Segment Start: INPUT DATA

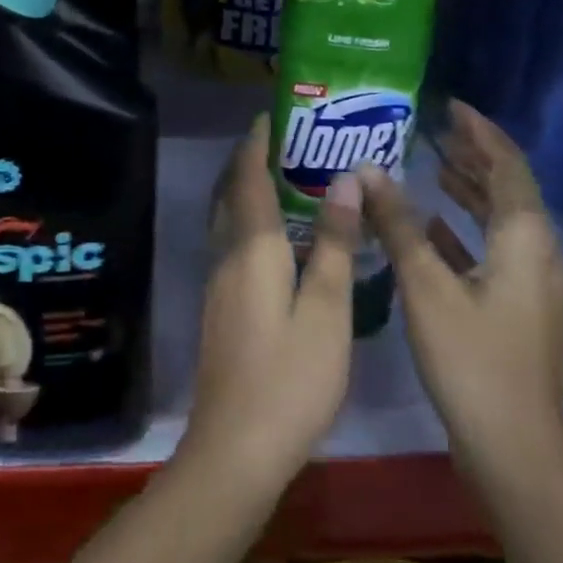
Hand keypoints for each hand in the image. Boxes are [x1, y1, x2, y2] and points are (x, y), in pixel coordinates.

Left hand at [182, 115, 359, 494]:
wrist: (236, 448)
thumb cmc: (291, 377)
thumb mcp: (327, 310)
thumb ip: (335, 243)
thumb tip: (345, 180)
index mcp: (253, 247)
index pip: (248, 177)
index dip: (257, 143)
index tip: (272, 115)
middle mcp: (227, 254)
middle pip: (231, 192)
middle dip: (249, 161)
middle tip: (285, 141)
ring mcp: (218, 282)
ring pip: (228, 218)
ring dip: (247, 190)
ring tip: (285, 179)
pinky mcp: (220, 306)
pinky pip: (232, 242)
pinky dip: (249, 221)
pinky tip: (278, 238)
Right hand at [362, 102, 562, 472]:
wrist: (516, 453)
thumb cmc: (471, 362)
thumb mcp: (427, 287)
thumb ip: (398, 224)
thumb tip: (368, 170)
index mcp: (524, 238)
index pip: (507, 164)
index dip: (480, 131)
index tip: (449, 105)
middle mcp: (538, 253)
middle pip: (508, 188)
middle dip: (474, 155)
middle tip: (434, 128)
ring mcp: (533, 284)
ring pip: (501, 220)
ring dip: (470, 190)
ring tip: (432, 163)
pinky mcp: (520, 309)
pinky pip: (494, 249)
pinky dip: (465, 229)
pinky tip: (432, 225)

Segment End: INPUT DATA

_WORK INSTRUCTION_
Copy the records above exactly, omitting every picture.

_ANSWER SPACE_
Hand keypoints for each hand in the image. Boxes are [x1, y1, x2, y2] and points are (x, y), in pixel coordinates.

Left hand at [182, 115, 359, 494]:
wrist: (236, 448)
thumb cmc: (291, 377)
thumb mcp: (327, 310)
thumb ip: (335, 243)
thumb tip: (345, 180)
index mcp: (253, 247)
index pip: (248, 177)
index dip: (257, 143)
index tip: (272, 115)
middle mcp: (227, 254)
middle pip: (231, 192)
middle dip: (249, 161)
middle tip: (285, 141)
ring mcp: (218, 282)
ring pip: (228, 218)
ring dip: (247, 190)
ring tip: (285, 179)
pinky mcp: (220, 306)
pinky pip: (232, 242)
pinky dip: (249, 221)
pinky tip: (278, 238)
Right hand at [362, 102, 562, 472]:
wrist: (516, 453)
thumb cmc: (471, 362)
thumb mcp: (427, 287)
thumb ip: (398, 224)
thumb tip: (368, 170)
index mcp: (524, 238)
index pip: (507, 164)
index dip: (480, 131)
index tip: (449, 105)
middle mcp: (538, 253)
middle pip: (508, 188)
middle dip: (474, 155)
middle tip: (434, 128)
ring mcp: (533, 284)
ring pip: (501, 220)
ring dip: (470, 190)
ring tip: (432, 163)
pinky mcp: (520, 309)
pinky pip: (494, 249)
pinky dip: (465, 229)
pinky tip: (432, 225)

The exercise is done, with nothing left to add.